Ini hari senin ke-100. Aku lagi lagi duduk diam di bench pinggiran jalan sebelah telepon umum di jalan elm nomor 8, tepat di sebrang rumah orangtua Irene. Aku menggenggam segelas kopi robusta yang kubeli di depan rumah orangtua Irene. Aku merasakan sepi. Aku merasakan kehilangan. Aku merasakan kesakitan. Mimpi akan terus jadi mimpi, dan cinta akan terus jadi cinta. Aku kehilangan satu orang yang kucintai. Dan pada akhirnya tidak ada hari senin ke-100 aku membawa Irene ke bandara dan menunggu satu minggu untuk menjemputnya lagi.
Aku akan berhibernasi, menunggu tulip-tulip di pekarangan tetanggaku tumbuh besar kembali, dan lebah-lebah mengganggu tidurku.

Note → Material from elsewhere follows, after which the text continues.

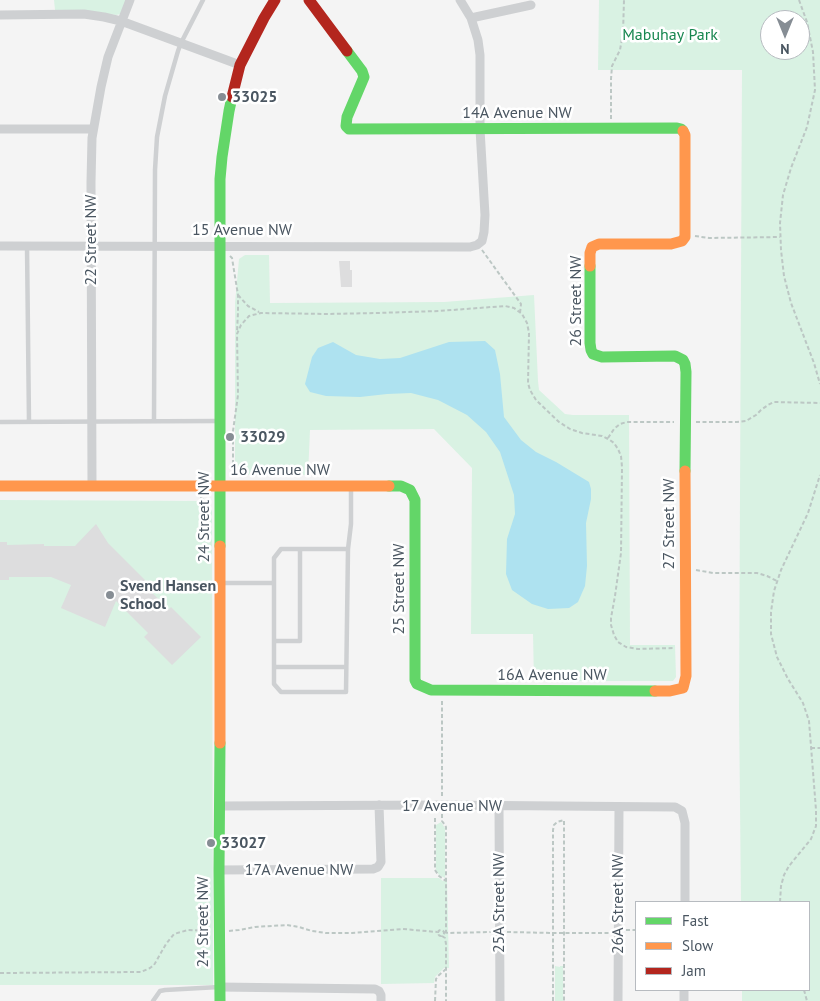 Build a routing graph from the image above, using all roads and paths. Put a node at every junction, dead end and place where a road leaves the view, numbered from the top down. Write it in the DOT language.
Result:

Aku akan menekan tombol “skip” untuk saat-saat menyedihkan seperti ini.

PS: Hai supir taksi. Kehilangan cinta itu seperti kehilangan dompet. Saat kehilangan dompet, kau akan kehilangan materi, identitas, dan semua receh-receh berharga dalam hidupmu. Pun saat kau kehilangan cinta. Maka jangan lagi kau kehilangan cinta. Cinta bisa memilih, tapi cinta tidak bisa menunggu.

kubisikan pada diri sendiri "Aku kehilangan"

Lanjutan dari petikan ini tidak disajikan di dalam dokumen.